I nod as my phone pings, interrupting us, but when I check it, I see a text from a number I don’t recognize and frown.

I swipe it open, prepared to delete it when my stomach leaps into my throat.

Unknown:

What’s the minimum amount of time you have to wait before you can text a girl you’re interested in without looking desperate or uncool? Asking for a friend.

Teagan.

I almost forgot about giving him my number, too distracted by the conversation with my father.

I bite my lip, fighting the smile threatening to split my face in two. Part of me is shocked Teagan’s already reached out. This boy is a charmer, and I’m not sure what to make of it or his interest in me. It’s not like I met him in class when I was alone. He knows I have a child, yet he’s interested, anyway.

I don’t know whether to be thrilled or skeptical, which is probably why I feel a little bit of both.

“What’s got you looking so chipper?” Dad asks.

I glance up at him to find him staring and realize I’m smiling at my phone like a dope.

“Oh. Uh, nothing.” I drop my smile. “Just someone from school.” I hook a thumb toward the hall. “I better check on Soph.”

I stare down at my phone, unsure if I should respond and what to say if I did. It’s not like I have a ton of experience with men. I went from dating a little the first couple years in high school to falling in love—or what I thought was love—and getting pregnant. Whatever flirting skills I had are poorly developed at best and have long since dried up. Besides, now that I’m back home, the reality of my situation comes crashing in like a tsunami.
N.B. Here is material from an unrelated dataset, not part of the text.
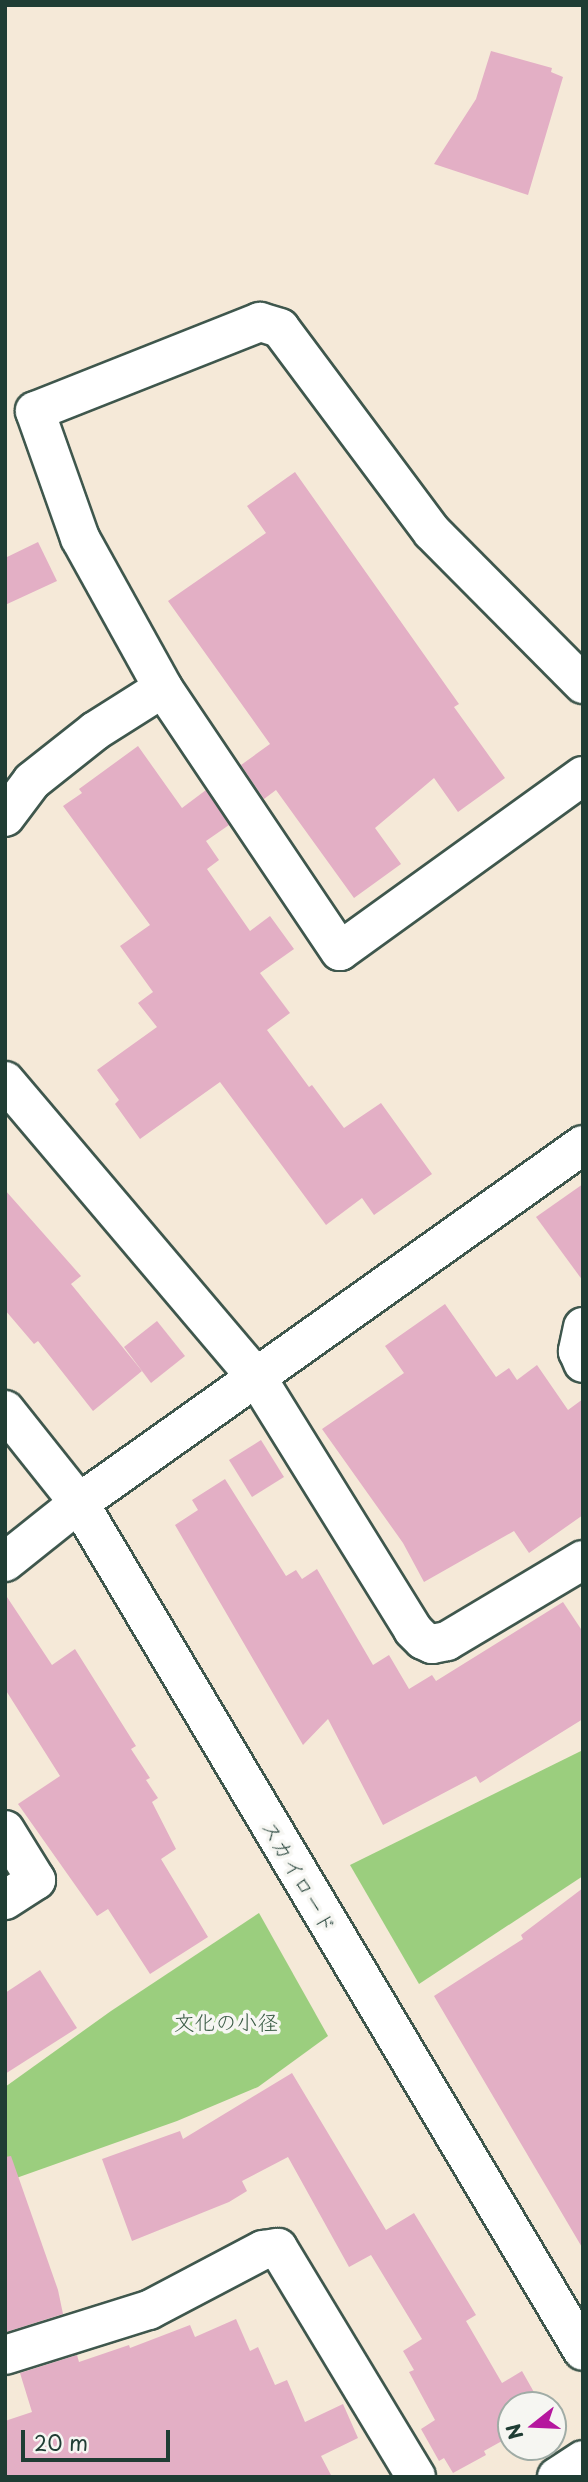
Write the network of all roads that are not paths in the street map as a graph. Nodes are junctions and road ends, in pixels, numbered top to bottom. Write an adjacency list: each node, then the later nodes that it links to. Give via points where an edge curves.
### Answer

I can’tactuallydate him even if I want to.

Earlier, I was on a high. A cute, flirtatious boy was interested. But now, I’m stone-cold sober. I have a daughter. I’m far too busy to date, and even if I weren’t, I’m in a completely different phase of life than your average college student.
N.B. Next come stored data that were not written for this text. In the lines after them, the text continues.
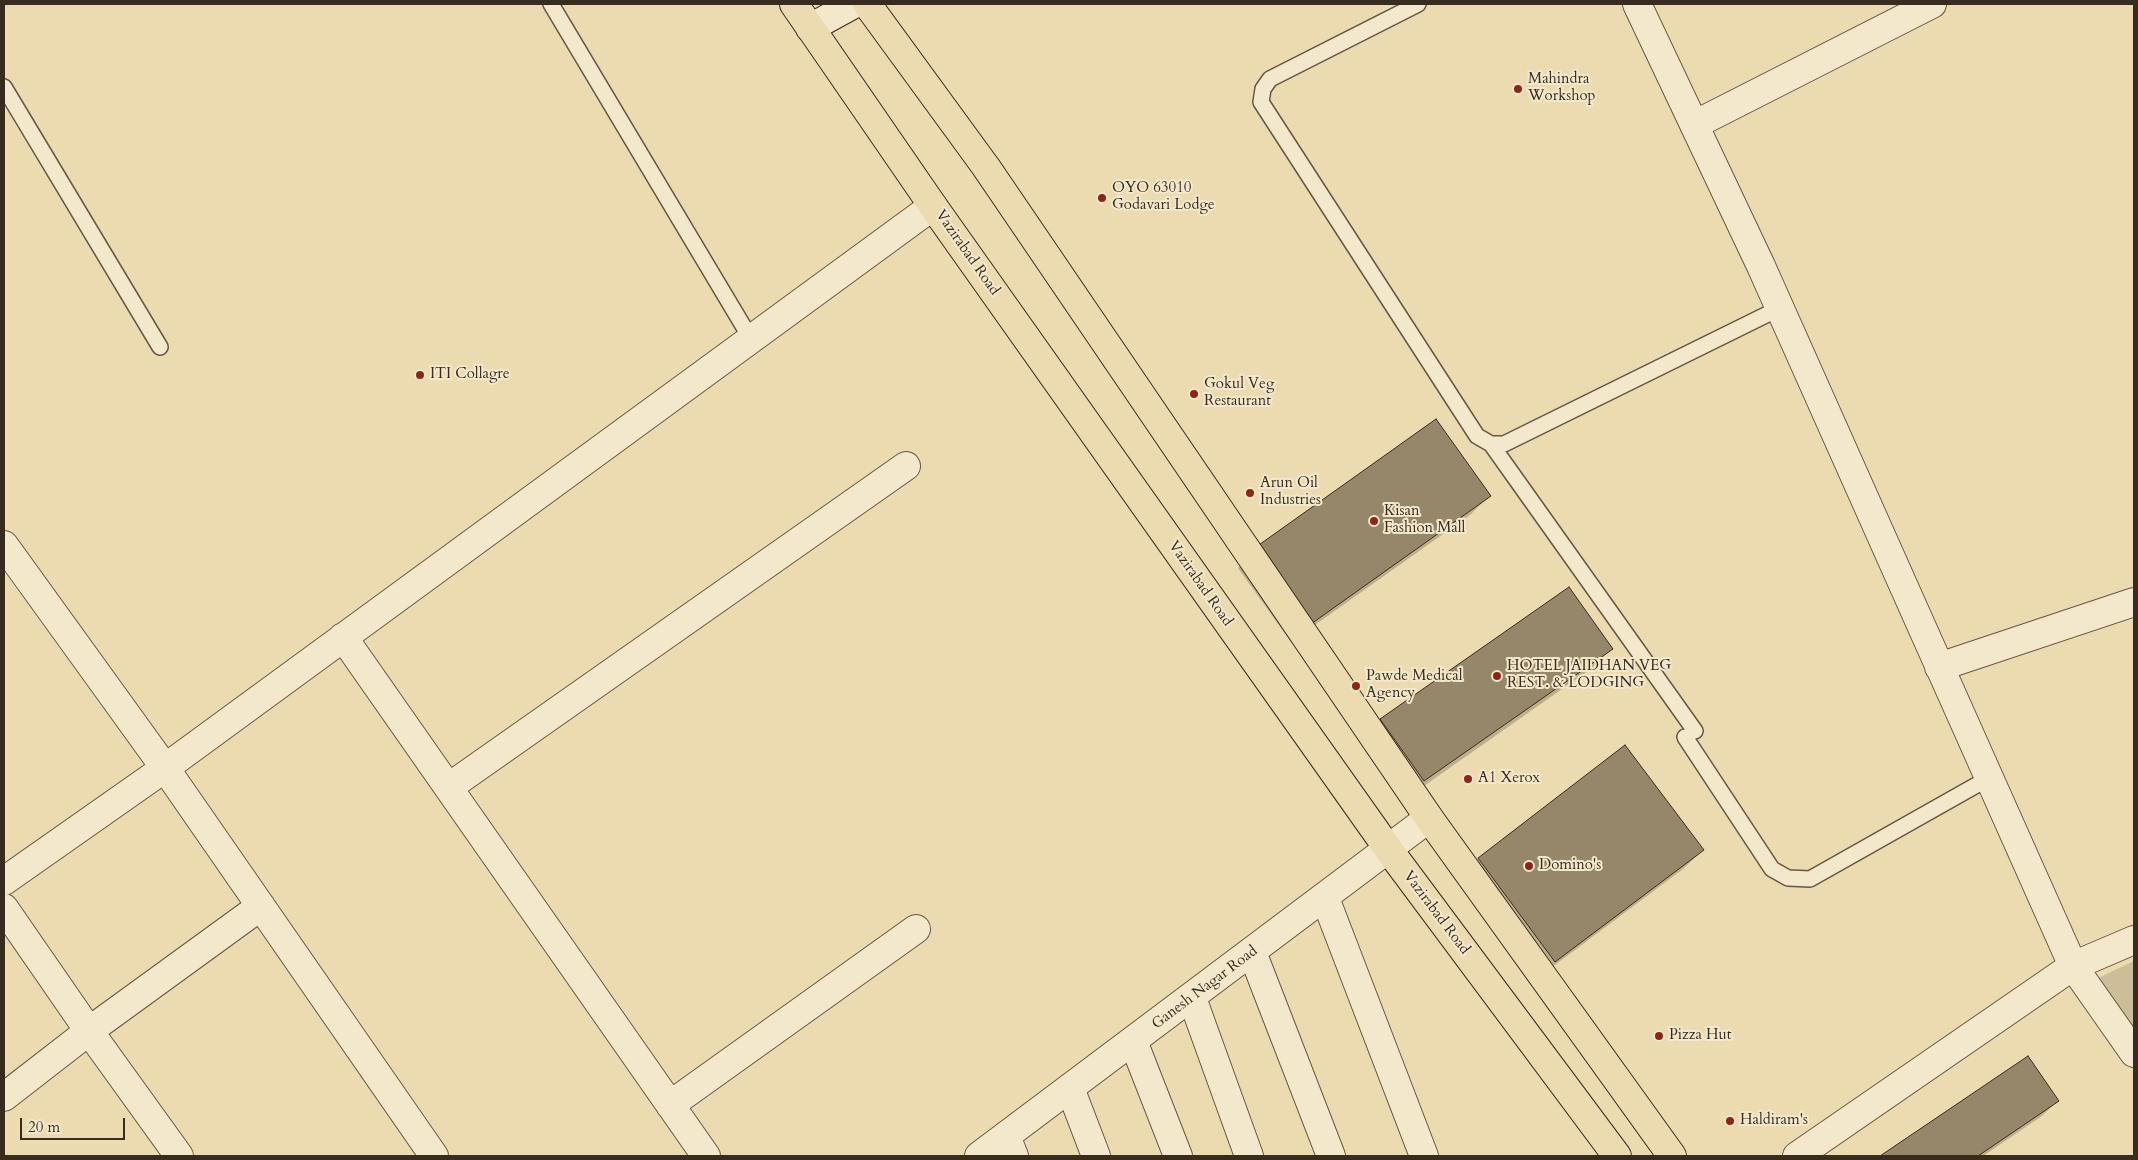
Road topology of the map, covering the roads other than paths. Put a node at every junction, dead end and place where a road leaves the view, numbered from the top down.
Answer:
1 (551, 4) edge
2 (794, 4) edge
3 (854, 4) edge
4 (867, 4) edge
5 (1418, 4) edge
6 (1636, 4) edge
7 (1932, 4) edge
8 (810, 28) junction
9 (4, 87) edge
10 (1694, 125) junction
11 (933, 206) junction
12 (1780, 308) junction
13 (751, 339) junction
14 (160, 347) dead end
15 (1491, 444) junction
16 (906, 466) dead end
17 (4, 545) edge
18 (2134, 602) edge
19 (343, 637) junction
20 (1939, 667) junction
21 (165, 768) junction
22 (1989, 778) junction
23 (449, 786) junction
24 (1429, 818) junction
25 (1389, 850) junction
26 (4, 881) edge
27 (1325, 898) junction
28 (261, 906) junction
29 (4, 908) edge
30 (916, 929) dead end
31 (2134, 940) edge
32 (1252, 952) junction
33 (2073, 966) junction
34 (1192, 998) junction
35 (89, 1031) junction
36 (1133, 1041) junction
37 (2134, 1053) edge
38 (1070, 1088) junction
39 (4, 1097) edge
40 (670, 1105) junction
41 (1010, 1146) edge
42 (179, 1156) edge
43 (434, 1156) edge
44 (706, 1156) edge
45 (979, 1156) edge
46 (1096, 1156) edge
47 (1178, 1156) edge
48 (1249, 1156) edge
49 (1331, 1156) edge
50 (1424, 1156) edge
51 (1617, 1156) edge
52 (1672, 1156) edge
53 (1797, 1156) edge

1 - 13 lane
2 - 8 main road, Vazirabad Road
3 - 8 street
4 - 24 main road
5 - 15 lane
6 - 10 street
7 - 10 street
8 - 11 main road, Vazirabad Road
9 - 14 lane
10 - 12 street
11 - 13 street
11 - 25 main road, Vazirabad Road
12 - 15 lane
12 - 20 street
13 - 19 street
15 - 22 lane
16 - 23 street
17 - 21 street
18 - 20 street
19 - 21 street
19 - 23 street
20 - 22 street
21 - 26 street
21 - 28 street
22 - 33 street
23 - 40 street
24 - 25 street, Ganesh Nagar Road
24 - 52 main road
25 - 27 street, Ganesh Nagar Road
25 - 51 main road, Vazirabad Road
27 - 32 street, Ganesh Nagar Road
27 - 50 street
28 - 35 street
28 - 43 street
29 - 35 street
30 - 40 street
31 - 33 street
32 - 34 street, Ganesh Nagar Road
32 - 49 street
33 - 37 street
33 - 53 street
34 - 36 street, Ganesh Nagar Road
34 - 48 street
35 - 39 street
35 - 42 street
36 - 38 street, Ganesh Nagar Road
36 - 47 street
38 - 41 street, Ganesh Nagar Road
38 - 46 street
40 - 44 street
41 - 45 street, Ganesh Nagar Road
Most kids my age are only worried about their grades and which party they plan on attending over the weekend.

I’m worried about my mortgage, a leaking roof, and potty training.

Which is precisely why I shouldn’t add him to my contacts, yet I find myself entering his name, anyway.

I’m still smiling when I enter the living room to find Sophie asleep on the couch. The sight of her so innocent and peaceful tugs on my heart, even if her napping so late in the day means she’ll be up later tonight.

Deciding to take advantage of the rare time alone, I climb the stairs to retrieve the new romance novel I started the other night instead of catching up with laundry like I should.